JOSEPHINE CARONIA, PLAINTIFF,
v.
HUSTEDT CHEVROLET, HUSTEDT CHEVROLET, INC., HUSTEDT CHEVROLET WEST, HUSTEDT CHEVROLET WEST INC., HUSTEDT HYUNDAI, HUSTEDT HYUNDAI, INC., AND CHARLES CHALOM, INDIVIDUALLY AND IN HIS OFFICIAL CAPACITY AS OWNER AND/OR AGENT OF HUSTEDT CHEVROLET, HUSTEDT CHEVROLET, INC., HUSTEDT CHEVROLET WEST, HUSTEDT CHEVROLET WEST, INC., HUSTEDT HYUNDAI, AND HUSTEDT HYUNDAI, INC., THOMAS JONES, JONES & LITTLE, CPA'S, P.C. AND JOHN DOES 1-20 DEFENDANTS.

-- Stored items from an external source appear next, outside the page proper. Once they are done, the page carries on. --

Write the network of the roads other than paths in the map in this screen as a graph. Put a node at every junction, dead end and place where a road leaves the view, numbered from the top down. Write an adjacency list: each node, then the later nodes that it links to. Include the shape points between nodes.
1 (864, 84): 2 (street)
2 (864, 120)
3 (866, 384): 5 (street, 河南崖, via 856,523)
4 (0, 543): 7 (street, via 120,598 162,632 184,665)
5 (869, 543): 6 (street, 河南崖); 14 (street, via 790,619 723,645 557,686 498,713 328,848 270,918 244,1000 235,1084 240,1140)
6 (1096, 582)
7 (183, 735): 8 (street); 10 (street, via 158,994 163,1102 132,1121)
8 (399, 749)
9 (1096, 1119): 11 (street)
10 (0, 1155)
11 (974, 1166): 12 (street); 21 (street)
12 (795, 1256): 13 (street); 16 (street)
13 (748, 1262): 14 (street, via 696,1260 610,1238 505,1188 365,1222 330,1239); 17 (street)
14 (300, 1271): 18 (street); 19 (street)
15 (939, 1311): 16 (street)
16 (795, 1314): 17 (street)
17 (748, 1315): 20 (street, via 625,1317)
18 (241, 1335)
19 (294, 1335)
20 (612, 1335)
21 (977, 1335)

The opinion of the court was delivered by: Hurley, Senior District Judge

MEMORANDUM & ORDER

Plaintiff Josephine Caronia ("Plaintiff") commenced this action on July 27, 2005, alleging violations of Title VII of the Civil Rights Act of 1964, the Age Discrimination in Employment Act and the Americans with Disabilities Act by Defendants Hustedt Chevrolet, Hustedt Chevrolet, Inc., Hustedt Chevrolet West, Hustedt Chevrolet West, Inc., Hustedt Hyundai, Hustedt Hyundai, Inc. and Charles Chalom (collectively the "Hustedt Defendants").*fn1

On October 3, 2005, Hustedt Defendants filed an answer asserting counterclaims against Plaintiff accusing her of financial misconduct.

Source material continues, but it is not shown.